Linux Filesystem
The Linux Filesystem, also referred to as the Linux file hierarchy, effectively organizes data storage on a Linux system. It follows a hierarchical structure with directories (folders) containing files and subdirectories.
A file system is a structure used to organize and manage how data is stored and retrieved on a partition or drive. It defines the way files are named, stored, and organized on the storage medium. Linux supports various file systems like ext4, XFS, Btrfs, and more. File systems are created on partitions, providing users with the ability to read, write and access files stored on the disk.
Here are some important terms:
- Drive: In Linux, a drive refers to a physical storage device like a hard disk drive (HDD) or a solid-state drive (SSD). Linux present these drive as pseudo files labeled with the prefix “sd” within the /dev directory. For instance, /dev/sda is for the first physical drive connected to a system and /dev/sdb is for the second physical drive.

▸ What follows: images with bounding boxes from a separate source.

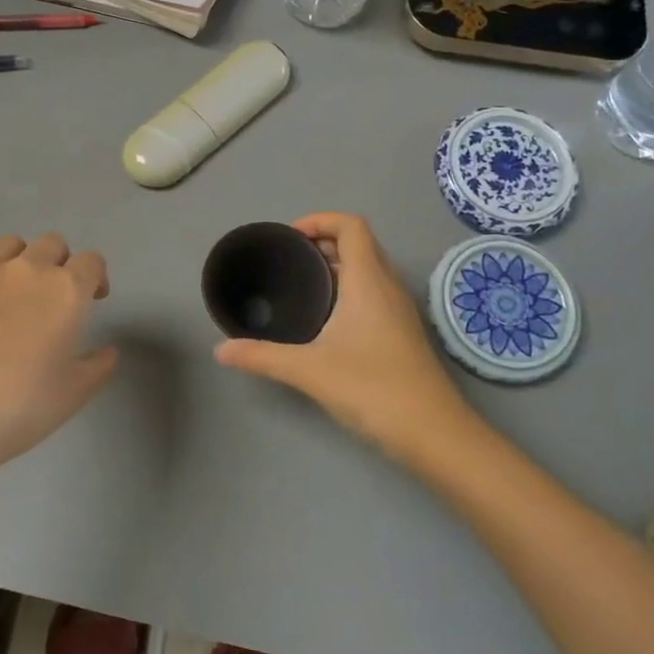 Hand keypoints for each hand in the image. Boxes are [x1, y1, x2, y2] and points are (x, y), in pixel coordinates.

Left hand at [0, 233, 117, 464]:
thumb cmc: (21, 407)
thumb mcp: (73, 394)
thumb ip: (98, 366)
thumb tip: (107, 352)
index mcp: (66, 291)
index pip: (91, 261)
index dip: (96, 277)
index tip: (92, 299)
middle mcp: (27, 270)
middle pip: (52, 243)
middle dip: (58, 262)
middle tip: (51, 295)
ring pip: (9, 244)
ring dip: (19, 260)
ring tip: (11, 291)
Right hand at [214, 213, 474, 458]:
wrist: (434, 433)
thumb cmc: (373, 389)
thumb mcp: (309, 371)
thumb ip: (262, 356)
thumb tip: (220, 350)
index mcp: (368, 280)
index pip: (351, 226)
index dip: (319, 220)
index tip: (288, 239)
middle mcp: (387, 286)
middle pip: (359, 243)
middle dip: (322, 242)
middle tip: (287, 260)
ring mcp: (399, 310)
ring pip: (368, 269)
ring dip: (336, 265)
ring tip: (300, 284)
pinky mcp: (401, 332)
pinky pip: (373, 292)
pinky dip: (348, 288)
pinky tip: (325, 319) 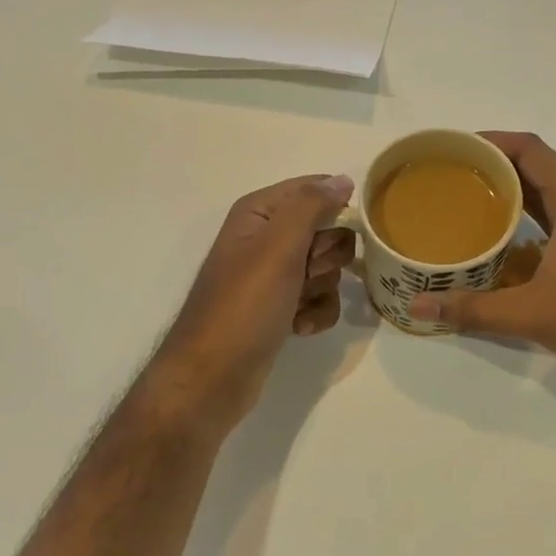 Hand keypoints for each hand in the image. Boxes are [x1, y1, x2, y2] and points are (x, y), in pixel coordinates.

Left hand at [152, 175, 356, 431]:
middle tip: (307, 271)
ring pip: (327, 266)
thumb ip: (312, 206)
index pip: (313, 188)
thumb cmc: (245, 304)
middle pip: (326, 229)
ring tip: (298, 304)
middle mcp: (266, 237)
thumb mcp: (279, 246)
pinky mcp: (281, 307)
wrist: (213, 376)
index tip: (337, 233)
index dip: (334, 208)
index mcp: (259, 212)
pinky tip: (299, 327)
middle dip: (327, 255)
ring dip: (322, 287)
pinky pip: (319, 297)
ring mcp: (273, 275)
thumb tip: (342, 179)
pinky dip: (316, 312)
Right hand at [407, 132, 555, 395]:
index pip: (528, 148)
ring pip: (548, 193)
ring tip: (464, 203)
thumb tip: (418, 310)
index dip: (488, 141)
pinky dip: (528, 218)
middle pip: (535, 166)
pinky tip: (502, 241)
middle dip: (491, 166)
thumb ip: (473, 310)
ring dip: (509, 192)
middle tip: (446, 178)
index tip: (450, 149)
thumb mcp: (534, 316) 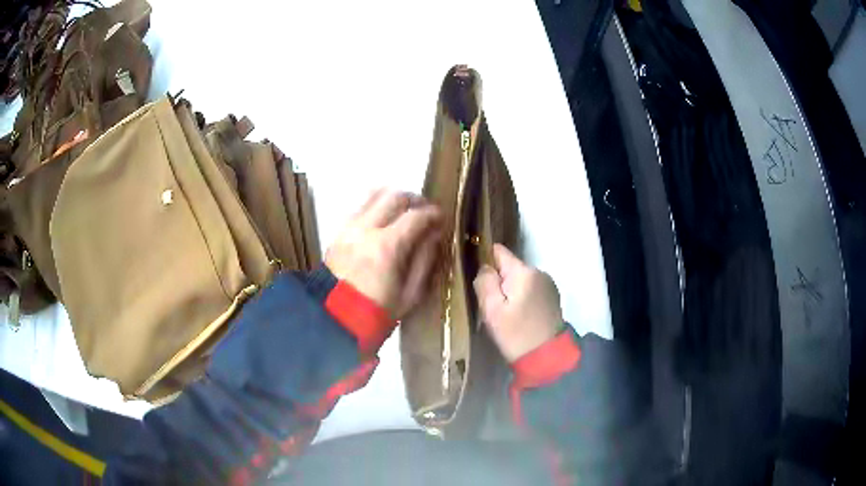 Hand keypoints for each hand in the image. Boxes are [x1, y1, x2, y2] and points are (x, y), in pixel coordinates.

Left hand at [326, 189, 441, 318]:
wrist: (335, 320)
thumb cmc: (377, 312)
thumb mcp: (411, 294)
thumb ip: (425, 259)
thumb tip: (434, 234)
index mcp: (387, 246)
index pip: (415, 216)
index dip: (433, 213)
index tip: (441, 218)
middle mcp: (366, 229)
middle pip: (394, 197)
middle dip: (414, 200)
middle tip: (424, 210)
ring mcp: (348, 228)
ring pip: (374, 195)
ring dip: (393, 198)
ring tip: (403, 210)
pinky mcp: (337, 232)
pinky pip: (359, 207)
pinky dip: (374, 206)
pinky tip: (382, 219)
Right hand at [473, 244, 564, 361]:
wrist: (547, 358)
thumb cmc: (516, 334)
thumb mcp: (492, 310)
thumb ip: (485, 283)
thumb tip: (484, 267)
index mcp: (524, 272)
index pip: (499, 251)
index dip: (485, 260)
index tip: (478, 277)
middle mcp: (539, 272)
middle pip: (509, 267)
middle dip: (498, 280)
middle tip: (490, 305)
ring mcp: (548, 284)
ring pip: (520, 280)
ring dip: (510, 290)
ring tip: (505, 313)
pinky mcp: (552, 297)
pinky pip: (530, 289)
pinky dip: (522, 298)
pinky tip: (519, 316) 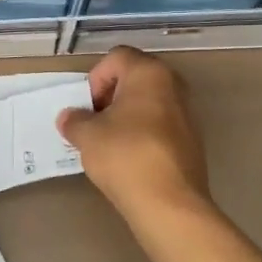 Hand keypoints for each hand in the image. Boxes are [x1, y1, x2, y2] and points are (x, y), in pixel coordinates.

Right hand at [58, 46, 209, 221]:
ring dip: (127, 117)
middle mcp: (173, 85)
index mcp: (149, 73)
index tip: (89, 107)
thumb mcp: (87, 135)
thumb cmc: (125, 155)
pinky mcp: (192, 141)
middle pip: (134, 78)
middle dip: (111, 97)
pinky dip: (143, 134)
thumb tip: (69, 118)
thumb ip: (74, 120)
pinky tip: (130, 159)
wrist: (169, 204)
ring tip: (110, 144)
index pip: (116, 58)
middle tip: (95, 123)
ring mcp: (187, 114)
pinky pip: (160, 126)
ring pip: (148, 103)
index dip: (96, 79) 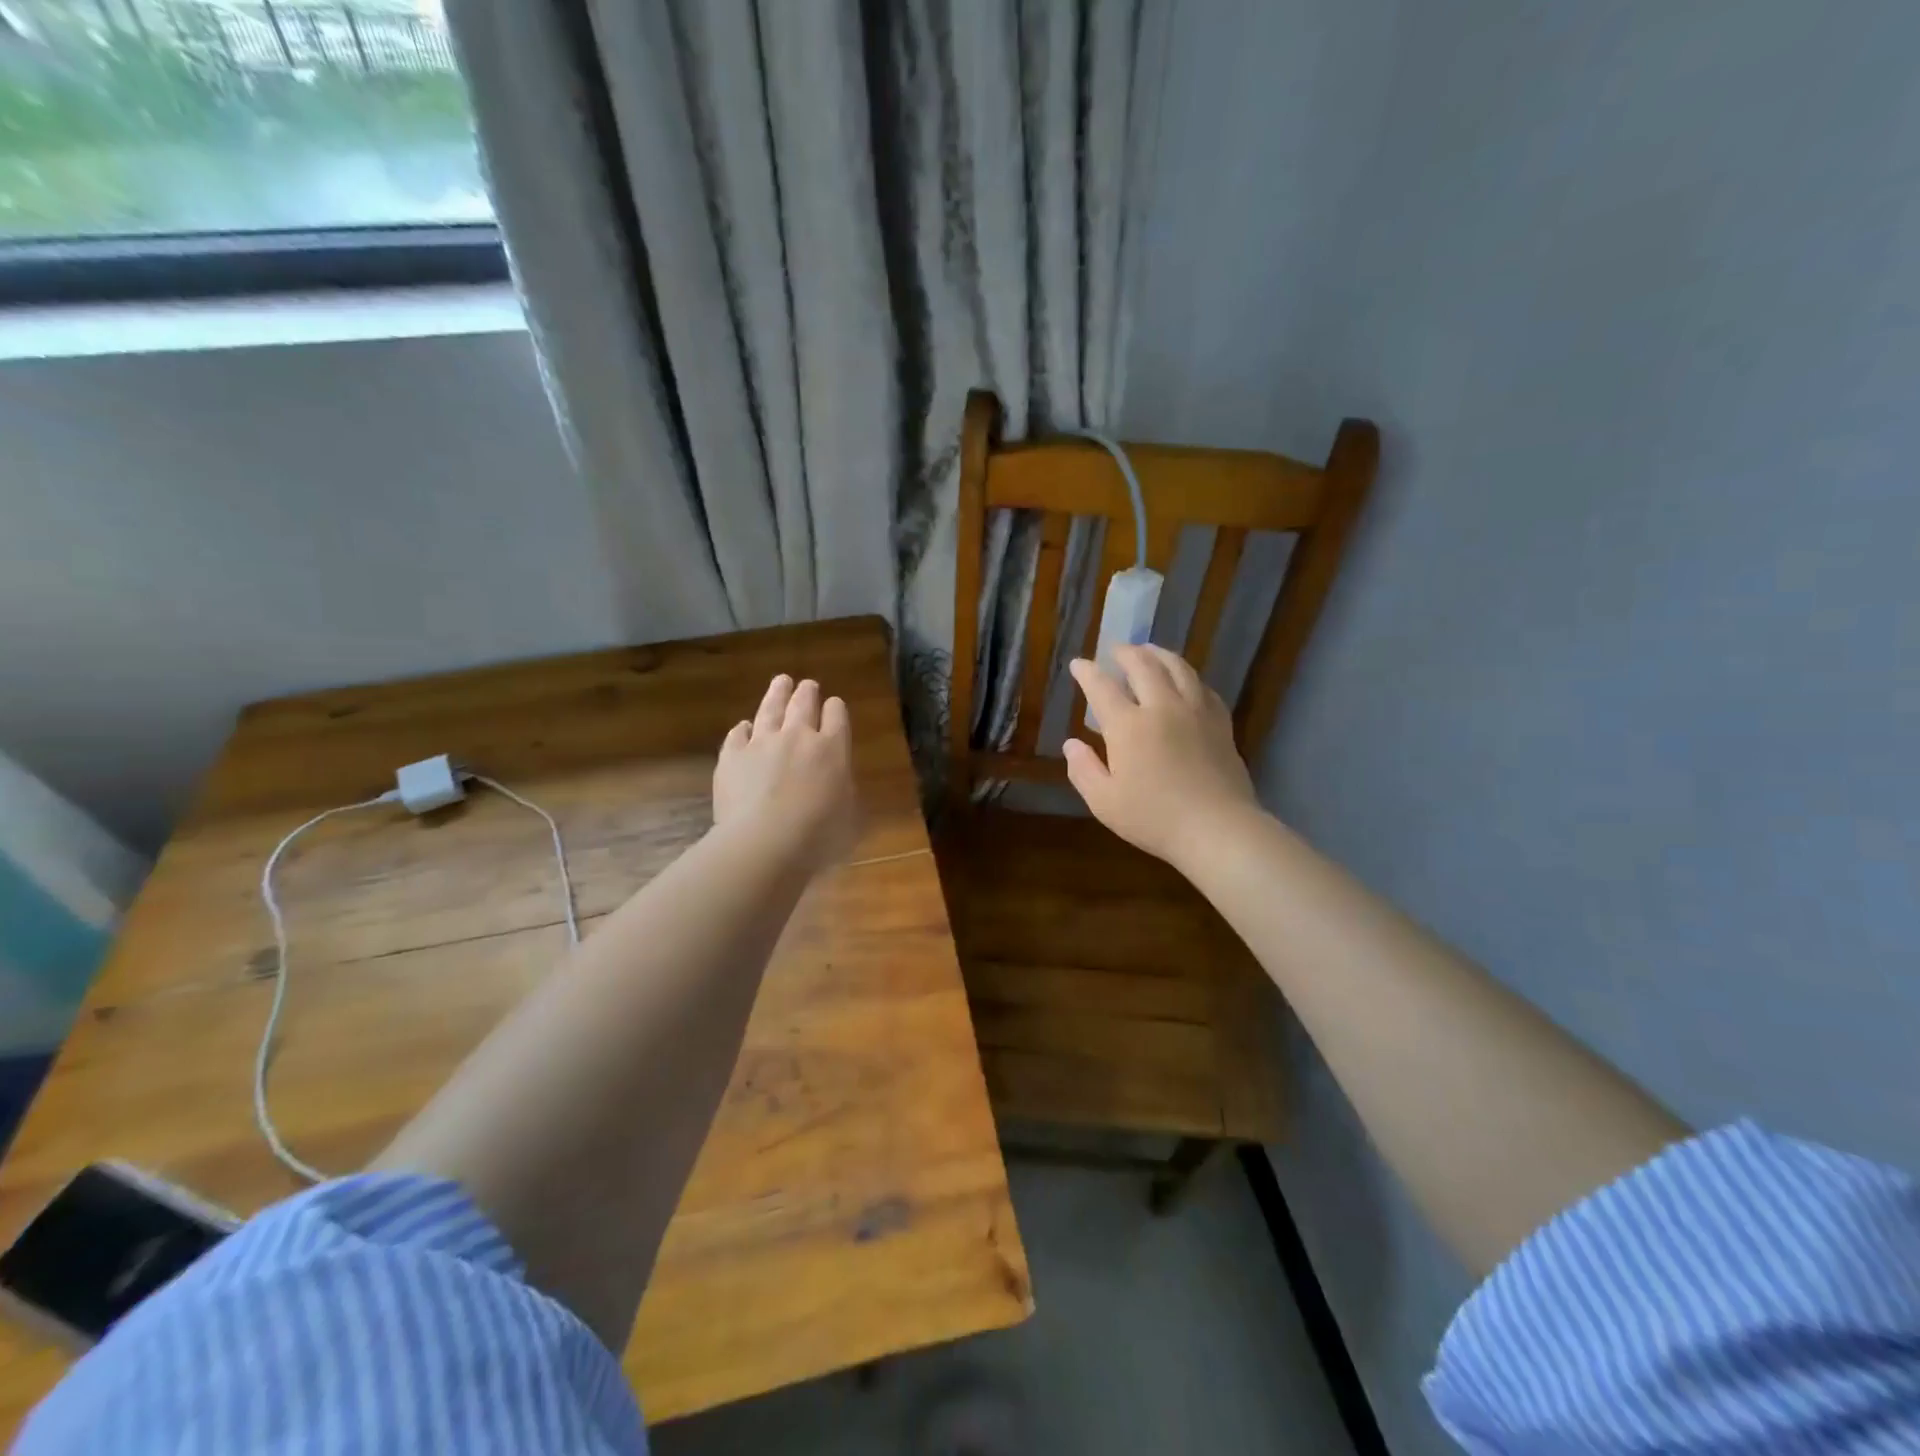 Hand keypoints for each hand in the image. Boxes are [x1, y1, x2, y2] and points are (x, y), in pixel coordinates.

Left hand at [714, 675, 859, 871]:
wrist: (764, 842)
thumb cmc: (818, 837)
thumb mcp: (850, 819)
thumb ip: (846, 794)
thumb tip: (842, 787)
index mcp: (832, 749)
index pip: (837, 716)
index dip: (836, 709)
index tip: (835, 706)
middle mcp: (798, 737)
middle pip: (803, 704)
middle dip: (807, 693)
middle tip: (808, 685)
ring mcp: (761, 743)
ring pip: (770, 709)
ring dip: (777, 694)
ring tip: (781, 681)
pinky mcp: (732, 756)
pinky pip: (737, 734)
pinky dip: (743, 728)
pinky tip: (744, 726)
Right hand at [1064, 645, 1260, 870]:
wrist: (1216, 828)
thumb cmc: (1153, 818)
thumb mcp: (1104, 801)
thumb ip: (1083, 770)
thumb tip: (1071, 744)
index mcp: (1128, 725)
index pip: (1102, 687)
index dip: (1087, 672)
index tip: (1078, 663)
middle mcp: (1162, 707)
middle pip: (1143, 666)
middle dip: (1125, 653)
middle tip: (1115, 649)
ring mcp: (1195, 712)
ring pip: (1178, 668)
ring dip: (1160, 654)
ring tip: (1150, 650)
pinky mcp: (1220, 723)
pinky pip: (1204, 688)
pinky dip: (1189, 677)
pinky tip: (1187, 681) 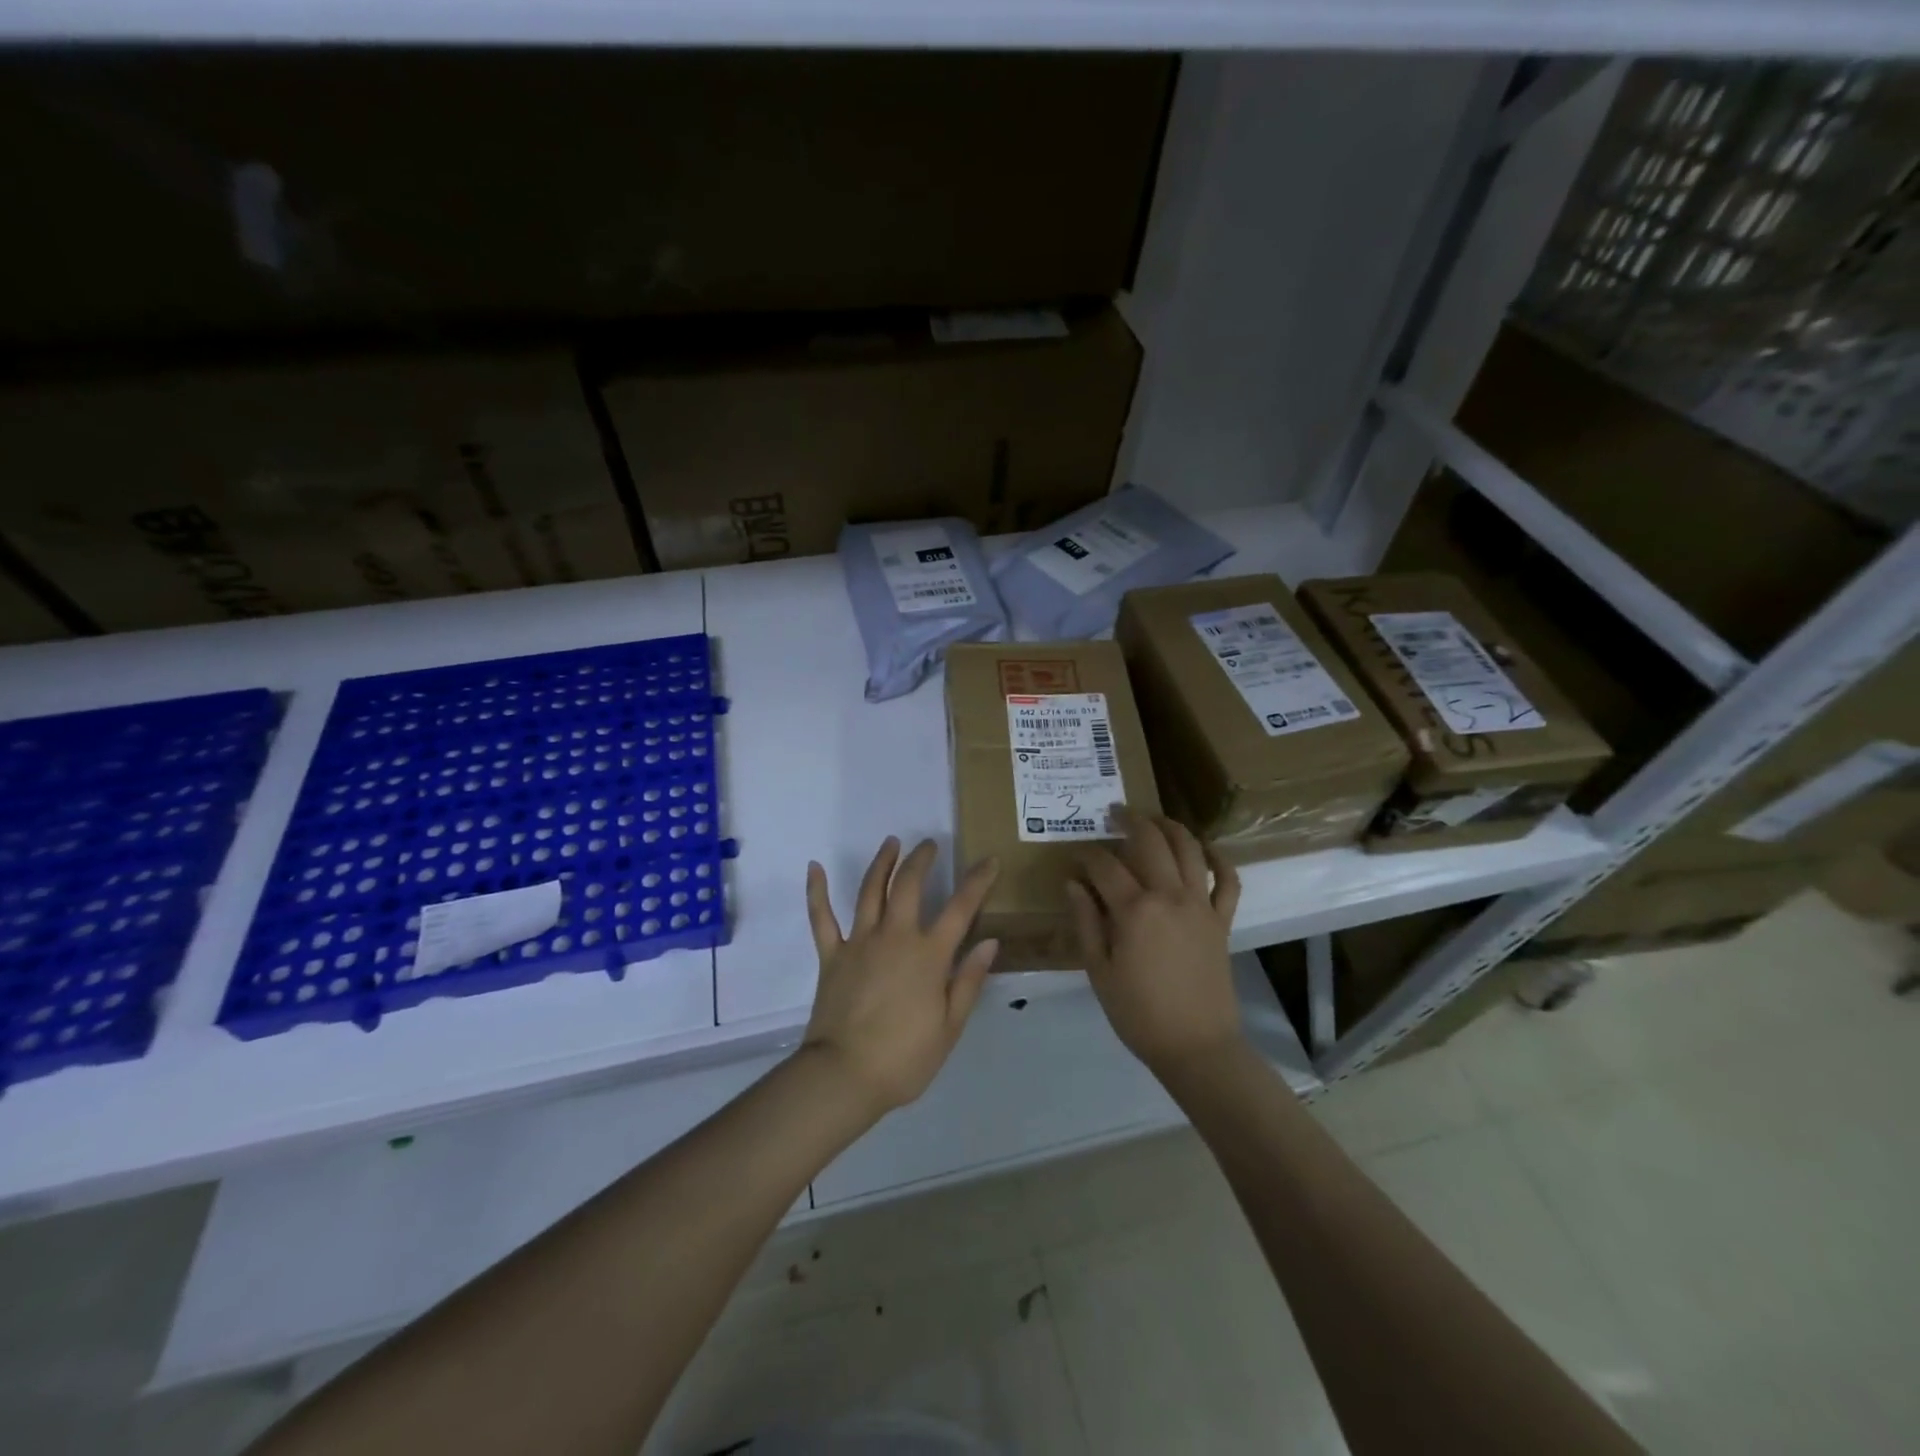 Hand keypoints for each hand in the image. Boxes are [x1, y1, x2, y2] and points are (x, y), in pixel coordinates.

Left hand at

- Partition: Drives are divided into partitions, and each partition will have a type of file system. A partition is a logical segment on a physical drive that divides the storage space into distinct sections, each functioning independently as if it were a separate disk. These partitions are recognized by numbers added to the drive name, such as /dev/sda1, /dev/sda2, and so on.
Common Filesystems:
ext3 (Third Extended Filesystem)
A journaled file system used in Linux that helps ensure the integrity of the filesystem in case of unexpected shutdowns or crashes. The journal records the changes that are about to be made to the filesystem, allowing for quicker recovery and reduced chances of data corruption. Ext3 is backward-compatible with its predecessor, Ext2. In addition, Ext3 supports features such as file permissions, ownership, symbolic links, and standard Unix file types
ext4 (Fourth Extended Filesystem)
This file system is widely used and popular journaling file system in Linux. Similar to Ext3, Ext4 utilizes journaling to improve reliability and recovery in the event of system crashes. Ext4 supports larger file systems and file sizes compared to Ext3. Ext4 supports online defragmentation, making it more efficient in managing and optimizing file layout on the disk without the need for offline defragmentation tools.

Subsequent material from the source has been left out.